Assigned task: Using the listing below, copy every line that mentions "Schiffweg".

Data supplied:

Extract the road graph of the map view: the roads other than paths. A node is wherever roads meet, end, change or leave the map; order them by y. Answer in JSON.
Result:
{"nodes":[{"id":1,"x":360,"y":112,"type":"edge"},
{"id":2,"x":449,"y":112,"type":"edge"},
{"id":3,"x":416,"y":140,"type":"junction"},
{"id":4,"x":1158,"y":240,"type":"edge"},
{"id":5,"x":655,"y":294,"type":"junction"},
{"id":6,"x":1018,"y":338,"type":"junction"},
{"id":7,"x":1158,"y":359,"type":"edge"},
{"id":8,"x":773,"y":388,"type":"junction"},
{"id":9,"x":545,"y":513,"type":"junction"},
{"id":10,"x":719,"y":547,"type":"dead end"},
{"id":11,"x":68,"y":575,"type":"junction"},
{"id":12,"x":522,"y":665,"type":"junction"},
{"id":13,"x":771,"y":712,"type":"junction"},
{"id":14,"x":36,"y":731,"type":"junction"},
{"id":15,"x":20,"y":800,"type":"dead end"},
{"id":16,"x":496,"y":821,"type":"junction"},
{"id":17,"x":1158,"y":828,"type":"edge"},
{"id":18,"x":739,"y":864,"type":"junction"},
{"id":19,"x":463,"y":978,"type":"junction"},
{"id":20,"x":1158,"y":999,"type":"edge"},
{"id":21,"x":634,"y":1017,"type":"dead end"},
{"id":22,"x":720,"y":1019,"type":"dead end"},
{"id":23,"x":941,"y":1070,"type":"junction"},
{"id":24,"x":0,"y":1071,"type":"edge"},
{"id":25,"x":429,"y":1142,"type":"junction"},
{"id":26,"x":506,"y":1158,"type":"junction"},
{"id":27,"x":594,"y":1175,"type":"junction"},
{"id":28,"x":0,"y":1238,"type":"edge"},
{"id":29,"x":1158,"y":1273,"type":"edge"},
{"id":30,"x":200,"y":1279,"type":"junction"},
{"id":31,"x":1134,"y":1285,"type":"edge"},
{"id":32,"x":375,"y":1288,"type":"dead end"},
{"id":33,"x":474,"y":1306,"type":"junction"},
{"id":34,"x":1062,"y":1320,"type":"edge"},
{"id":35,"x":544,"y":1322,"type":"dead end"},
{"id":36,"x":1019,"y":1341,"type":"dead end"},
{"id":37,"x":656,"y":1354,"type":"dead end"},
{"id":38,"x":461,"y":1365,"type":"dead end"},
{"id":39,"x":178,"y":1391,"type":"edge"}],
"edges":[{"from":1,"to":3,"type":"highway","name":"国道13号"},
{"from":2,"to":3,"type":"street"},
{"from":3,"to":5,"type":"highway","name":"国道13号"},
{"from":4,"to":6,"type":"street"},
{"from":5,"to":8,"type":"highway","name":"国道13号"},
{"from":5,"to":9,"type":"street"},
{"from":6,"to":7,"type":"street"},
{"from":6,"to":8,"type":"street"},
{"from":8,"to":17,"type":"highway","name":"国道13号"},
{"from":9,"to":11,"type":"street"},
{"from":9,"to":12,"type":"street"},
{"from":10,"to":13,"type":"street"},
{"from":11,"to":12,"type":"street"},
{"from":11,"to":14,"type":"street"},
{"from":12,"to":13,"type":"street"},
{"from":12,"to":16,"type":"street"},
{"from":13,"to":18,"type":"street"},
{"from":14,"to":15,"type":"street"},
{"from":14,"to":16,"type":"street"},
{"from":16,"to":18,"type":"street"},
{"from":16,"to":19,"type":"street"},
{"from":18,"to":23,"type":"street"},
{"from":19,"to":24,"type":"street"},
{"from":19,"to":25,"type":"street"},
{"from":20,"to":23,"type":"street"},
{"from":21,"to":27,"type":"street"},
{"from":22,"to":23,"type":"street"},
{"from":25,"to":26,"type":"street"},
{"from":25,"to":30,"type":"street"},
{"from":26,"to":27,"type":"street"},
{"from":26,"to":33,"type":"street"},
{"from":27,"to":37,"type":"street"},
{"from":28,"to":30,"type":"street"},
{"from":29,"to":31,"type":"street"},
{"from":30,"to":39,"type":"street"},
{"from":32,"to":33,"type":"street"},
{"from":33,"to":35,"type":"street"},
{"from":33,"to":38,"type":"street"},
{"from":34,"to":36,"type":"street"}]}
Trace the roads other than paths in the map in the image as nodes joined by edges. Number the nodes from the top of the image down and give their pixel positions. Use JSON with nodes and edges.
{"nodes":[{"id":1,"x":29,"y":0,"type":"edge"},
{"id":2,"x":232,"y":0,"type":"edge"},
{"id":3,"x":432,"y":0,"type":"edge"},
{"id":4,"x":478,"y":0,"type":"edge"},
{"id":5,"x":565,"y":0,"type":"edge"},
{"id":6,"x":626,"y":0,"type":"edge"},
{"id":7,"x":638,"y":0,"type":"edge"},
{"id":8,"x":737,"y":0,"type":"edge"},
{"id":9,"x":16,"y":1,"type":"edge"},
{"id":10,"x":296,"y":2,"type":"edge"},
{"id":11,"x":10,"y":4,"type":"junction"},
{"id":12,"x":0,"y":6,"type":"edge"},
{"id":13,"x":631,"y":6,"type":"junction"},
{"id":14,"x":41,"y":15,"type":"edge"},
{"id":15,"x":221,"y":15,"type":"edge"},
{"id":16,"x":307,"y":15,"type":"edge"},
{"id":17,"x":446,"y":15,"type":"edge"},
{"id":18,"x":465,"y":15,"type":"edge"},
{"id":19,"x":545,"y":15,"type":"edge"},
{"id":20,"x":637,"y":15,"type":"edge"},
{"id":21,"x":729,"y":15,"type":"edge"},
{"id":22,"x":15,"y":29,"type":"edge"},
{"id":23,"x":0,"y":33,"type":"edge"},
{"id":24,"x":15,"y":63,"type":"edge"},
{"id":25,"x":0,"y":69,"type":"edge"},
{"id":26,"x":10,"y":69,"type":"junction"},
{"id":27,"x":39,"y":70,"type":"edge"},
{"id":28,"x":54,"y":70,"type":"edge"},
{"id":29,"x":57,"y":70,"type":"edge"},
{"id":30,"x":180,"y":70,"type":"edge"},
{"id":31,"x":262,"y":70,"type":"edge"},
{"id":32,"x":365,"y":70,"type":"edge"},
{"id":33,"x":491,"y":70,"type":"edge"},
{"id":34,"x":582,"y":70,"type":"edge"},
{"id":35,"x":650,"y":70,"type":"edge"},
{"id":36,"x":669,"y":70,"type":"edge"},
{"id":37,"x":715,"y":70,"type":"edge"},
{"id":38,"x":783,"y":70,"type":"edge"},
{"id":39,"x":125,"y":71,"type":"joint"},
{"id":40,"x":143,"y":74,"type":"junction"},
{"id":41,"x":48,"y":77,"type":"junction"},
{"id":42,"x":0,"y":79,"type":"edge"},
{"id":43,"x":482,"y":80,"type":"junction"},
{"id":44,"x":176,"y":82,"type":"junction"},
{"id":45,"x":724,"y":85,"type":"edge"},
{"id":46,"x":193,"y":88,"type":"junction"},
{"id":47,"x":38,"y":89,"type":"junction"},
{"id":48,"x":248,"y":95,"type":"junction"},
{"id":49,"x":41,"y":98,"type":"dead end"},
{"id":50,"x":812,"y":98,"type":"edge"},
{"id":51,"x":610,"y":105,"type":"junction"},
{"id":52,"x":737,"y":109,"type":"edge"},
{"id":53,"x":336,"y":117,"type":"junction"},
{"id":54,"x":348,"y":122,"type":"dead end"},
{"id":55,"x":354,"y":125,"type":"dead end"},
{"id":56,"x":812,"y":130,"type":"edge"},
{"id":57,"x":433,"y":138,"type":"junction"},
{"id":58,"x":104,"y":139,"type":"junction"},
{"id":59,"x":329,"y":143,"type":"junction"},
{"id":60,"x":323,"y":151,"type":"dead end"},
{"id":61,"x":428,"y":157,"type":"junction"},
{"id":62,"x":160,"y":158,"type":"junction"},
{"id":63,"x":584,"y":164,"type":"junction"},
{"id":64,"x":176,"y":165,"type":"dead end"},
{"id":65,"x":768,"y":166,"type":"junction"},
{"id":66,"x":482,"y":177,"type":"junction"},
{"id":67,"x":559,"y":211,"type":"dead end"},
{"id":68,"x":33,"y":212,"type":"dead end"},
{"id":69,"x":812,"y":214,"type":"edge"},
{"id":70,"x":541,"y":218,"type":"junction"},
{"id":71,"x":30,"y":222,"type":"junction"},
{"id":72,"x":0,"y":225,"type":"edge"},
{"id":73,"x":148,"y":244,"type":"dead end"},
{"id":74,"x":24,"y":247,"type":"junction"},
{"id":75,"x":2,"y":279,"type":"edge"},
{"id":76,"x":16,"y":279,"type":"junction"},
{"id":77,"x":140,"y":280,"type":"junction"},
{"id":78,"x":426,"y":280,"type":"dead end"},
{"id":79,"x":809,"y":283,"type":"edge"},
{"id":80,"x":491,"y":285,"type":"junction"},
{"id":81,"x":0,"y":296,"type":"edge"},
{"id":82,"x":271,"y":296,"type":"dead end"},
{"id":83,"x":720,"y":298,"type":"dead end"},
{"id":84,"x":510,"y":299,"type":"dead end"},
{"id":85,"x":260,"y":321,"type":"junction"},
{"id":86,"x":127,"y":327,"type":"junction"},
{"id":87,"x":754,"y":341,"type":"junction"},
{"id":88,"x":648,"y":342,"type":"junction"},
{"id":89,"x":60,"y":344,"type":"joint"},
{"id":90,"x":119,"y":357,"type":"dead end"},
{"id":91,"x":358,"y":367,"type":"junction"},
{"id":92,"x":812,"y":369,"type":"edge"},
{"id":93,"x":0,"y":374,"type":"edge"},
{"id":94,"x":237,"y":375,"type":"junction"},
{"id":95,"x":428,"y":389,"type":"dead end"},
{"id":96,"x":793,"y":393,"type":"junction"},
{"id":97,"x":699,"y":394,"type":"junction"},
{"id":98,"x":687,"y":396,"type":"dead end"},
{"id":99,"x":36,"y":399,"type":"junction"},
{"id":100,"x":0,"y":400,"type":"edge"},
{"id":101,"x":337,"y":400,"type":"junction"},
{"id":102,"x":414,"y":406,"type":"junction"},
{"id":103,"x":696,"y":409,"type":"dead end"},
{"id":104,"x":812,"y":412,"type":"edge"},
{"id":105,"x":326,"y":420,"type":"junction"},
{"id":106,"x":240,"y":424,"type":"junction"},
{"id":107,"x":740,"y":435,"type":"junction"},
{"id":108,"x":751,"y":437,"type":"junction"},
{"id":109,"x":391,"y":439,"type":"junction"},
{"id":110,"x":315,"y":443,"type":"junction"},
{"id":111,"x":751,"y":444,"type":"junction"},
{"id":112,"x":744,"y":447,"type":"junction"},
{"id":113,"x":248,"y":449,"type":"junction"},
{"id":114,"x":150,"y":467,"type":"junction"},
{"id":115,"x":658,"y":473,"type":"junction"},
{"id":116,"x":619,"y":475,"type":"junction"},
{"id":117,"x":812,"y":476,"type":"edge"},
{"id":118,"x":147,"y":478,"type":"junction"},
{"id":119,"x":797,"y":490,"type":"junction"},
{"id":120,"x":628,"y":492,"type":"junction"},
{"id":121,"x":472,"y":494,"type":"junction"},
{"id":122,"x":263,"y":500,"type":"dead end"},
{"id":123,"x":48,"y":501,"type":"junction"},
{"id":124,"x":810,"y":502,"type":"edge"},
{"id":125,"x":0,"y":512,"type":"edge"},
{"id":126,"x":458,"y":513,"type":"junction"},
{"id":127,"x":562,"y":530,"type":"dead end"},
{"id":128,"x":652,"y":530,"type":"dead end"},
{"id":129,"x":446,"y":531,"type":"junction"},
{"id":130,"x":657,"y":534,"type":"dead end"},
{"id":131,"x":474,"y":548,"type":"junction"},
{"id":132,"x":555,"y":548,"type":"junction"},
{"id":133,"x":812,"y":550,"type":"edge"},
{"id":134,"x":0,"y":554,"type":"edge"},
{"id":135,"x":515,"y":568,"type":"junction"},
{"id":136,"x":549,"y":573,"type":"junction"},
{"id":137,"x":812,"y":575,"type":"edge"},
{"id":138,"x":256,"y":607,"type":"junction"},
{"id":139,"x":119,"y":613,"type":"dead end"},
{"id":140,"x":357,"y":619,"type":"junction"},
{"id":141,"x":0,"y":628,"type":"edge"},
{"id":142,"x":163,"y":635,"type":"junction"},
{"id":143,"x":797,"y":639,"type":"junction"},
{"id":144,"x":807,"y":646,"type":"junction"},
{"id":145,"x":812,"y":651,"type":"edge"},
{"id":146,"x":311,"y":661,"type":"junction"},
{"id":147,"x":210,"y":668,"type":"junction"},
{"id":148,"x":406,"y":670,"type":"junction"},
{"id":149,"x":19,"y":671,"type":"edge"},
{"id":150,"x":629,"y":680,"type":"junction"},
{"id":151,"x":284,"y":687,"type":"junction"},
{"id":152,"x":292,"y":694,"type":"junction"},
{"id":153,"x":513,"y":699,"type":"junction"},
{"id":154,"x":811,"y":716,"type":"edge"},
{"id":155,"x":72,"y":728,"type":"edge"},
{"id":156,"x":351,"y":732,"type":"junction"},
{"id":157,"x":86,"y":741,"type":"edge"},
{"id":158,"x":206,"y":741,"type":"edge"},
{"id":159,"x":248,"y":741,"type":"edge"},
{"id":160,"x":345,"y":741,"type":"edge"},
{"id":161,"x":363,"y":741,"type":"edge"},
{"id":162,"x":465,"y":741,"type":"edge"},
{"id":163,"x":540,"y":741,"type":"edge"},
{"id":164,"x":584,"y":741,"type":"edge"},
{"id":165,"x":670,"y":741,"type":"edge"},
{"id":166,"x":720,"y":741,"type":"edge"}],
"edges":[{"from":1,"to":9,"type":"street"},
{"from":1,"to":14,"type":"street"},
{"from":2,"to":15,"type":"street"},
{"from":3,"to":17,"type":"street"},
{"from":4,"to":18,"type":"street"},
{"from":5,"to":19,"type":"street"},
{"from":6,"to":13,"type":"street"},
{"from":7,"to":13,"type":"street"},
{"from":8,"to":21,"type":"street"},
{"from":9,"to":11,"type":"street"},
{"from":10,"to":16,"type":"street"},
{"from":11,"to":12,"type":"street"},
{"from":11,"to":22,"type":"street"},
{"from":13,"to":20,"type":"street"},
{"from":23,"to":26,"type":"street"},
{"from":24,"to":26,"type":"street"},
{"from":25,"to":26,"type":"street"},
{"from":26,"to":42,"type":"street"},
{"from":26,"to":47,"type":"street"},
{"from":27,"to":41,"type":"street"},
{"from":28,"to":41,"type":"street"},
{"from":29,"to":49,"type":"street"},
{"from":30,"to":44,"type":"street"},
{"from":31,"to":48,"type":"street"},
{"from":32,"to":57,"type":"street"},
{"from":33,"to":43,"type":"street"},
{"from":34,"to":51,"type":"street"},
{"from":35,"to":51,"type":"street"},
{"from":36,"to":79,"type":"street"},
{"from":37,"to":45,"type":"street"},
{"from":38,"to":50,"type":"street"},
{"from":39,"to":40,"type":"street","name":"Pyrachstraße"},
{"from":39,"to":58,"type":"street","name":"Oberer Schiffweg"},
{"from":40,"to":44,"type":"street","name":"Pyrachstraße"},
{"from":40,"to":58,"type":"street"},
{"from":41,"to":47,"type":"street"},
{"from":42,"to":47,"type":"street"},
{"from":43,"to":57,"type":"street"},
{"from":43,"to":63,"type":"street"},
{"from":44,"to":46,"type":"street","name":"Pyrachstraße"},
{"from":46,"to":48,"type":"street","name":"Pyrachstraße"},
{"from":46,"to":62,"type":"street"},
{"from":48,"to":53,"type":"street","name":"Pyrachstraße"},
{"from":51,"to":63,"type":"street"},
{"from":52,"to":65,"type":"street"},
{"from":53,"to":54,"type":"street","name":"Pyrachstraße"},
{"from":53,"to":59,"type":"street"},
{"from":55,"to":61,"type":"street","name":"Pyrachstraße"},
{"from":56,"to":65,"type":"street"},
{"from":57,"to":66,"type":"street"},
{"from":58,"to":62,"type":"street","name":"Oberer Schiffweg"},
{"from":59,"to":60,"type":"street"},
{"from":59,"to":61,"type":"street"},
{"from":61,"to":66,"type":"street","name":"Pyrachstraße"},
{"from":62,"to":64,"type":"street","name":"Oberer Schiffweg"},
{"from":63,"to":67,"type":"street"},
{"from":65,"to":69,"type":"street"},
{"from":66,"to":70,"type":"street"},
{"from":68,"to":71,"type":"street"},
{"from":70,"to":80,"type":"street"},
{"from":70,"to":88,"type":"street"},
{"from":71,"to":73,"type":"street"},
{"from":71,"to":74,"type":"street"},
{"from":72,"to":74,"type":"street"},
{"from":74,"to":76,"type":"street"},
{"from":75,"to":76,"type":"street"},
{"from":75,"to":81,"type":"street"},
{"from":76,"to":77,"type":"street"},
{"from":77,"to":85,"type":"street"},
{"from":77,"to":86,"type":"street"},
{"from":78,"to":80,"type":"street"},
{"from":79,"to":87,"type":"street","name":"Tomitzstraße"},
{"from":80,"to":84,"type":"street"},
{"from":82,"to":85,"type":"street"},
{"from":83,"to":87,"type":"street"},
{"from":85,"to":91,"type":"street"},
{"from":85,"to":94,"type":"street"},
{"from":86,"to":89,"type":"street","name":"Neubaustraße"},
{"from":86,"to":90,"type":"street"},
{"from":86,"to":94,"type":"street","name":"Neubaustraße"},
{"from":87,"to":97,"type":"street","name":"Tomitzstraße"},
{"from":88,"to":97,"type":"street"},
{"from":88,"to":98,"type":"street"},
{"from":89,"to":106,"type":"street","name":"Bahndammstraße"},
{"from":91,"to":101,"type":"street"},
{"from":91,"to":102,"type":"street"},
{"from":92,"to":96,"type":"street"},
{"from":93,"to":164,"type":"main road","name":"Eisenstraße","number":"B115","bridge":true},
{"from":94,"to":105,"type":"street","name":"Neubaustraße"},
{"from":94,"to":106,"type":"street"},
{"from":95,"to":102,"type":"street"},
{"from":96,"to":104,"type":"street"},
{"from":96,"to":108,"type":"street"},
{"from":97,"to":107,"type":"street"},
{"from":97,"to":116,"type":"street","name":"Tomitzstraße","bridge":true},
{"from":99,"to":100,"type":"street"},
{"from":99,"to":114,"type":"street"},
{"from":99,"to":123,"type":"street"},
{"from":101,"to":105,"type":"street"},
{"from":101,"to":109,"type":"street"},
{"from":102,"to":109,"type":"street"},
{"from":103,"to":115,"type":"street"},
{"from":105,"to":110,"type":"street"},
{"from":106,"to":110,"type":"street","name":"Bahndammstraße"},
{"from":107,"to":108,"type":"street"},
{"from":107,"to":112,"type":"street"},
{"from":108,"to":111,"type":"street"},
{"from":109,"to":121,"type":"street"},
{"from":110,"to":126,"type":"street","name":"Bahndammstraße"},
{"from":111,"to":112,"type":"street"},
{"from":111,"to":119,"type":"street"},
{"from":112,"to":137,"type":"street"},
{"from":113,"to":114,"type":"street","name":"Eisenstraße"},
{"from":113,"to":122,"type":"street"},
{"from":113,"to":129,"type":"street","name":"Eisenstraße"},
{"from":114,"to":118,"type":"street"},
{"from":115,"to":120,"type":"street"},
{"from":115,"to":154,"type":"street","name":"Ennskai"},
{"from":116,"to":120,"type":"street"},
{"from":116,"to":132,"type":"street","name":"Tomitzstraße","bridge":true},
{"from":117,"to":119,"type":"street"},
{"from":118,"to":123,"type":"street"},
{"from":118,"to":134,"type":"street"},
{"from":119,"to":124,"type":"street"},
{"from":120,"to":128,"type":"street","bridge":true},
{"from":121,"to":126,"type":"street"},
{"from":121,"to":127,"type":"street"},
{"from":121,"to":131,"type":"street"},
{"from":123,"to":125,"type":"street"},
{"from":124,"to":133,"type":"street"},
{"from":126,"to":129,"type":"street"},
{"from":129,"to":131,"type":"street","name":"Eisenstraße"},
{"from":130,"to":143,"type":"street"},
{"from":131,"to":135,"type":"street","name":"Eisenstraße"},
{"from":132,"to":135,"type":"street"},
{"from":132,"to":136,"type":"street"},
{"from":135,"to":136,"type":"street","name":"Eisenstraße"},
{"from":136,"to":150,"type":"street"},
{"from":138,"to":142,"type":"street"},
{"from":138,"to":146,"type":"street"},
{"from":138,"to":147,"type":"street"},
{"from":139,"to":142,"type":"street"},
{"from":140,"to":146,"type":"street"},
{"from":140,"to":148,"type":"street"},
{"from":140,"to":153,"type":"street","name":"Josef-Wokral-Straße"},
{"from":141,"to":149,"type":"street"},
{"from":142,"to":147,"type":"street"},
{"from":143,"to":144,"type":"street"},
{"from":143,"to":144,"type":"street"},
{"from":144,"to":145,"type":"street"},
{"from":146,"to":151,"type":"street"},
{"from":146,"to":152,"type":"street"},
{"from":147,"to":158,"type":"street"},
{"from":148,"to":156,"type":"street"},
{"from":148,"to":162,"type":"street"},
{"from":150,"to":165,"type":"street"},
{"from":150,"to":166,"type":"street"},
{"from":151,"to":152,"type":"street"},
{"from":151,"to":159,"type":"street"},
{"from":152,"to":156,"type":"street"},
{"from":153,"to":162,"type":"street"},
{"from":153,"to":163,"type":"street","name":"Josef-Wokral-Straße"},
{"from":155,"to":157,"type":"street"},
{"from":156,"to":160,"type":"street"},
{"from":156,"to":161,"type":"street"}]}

Exercise answer:
{"from":39,"to":58,"type":"street","name":"Oberer Schiffweg"},
{"from":58,"to":62,"type":"street","name":"Oberer Schiffweg"},
{"from":62,"to":64,"type":"street","name":"Oberer Schiffweg"},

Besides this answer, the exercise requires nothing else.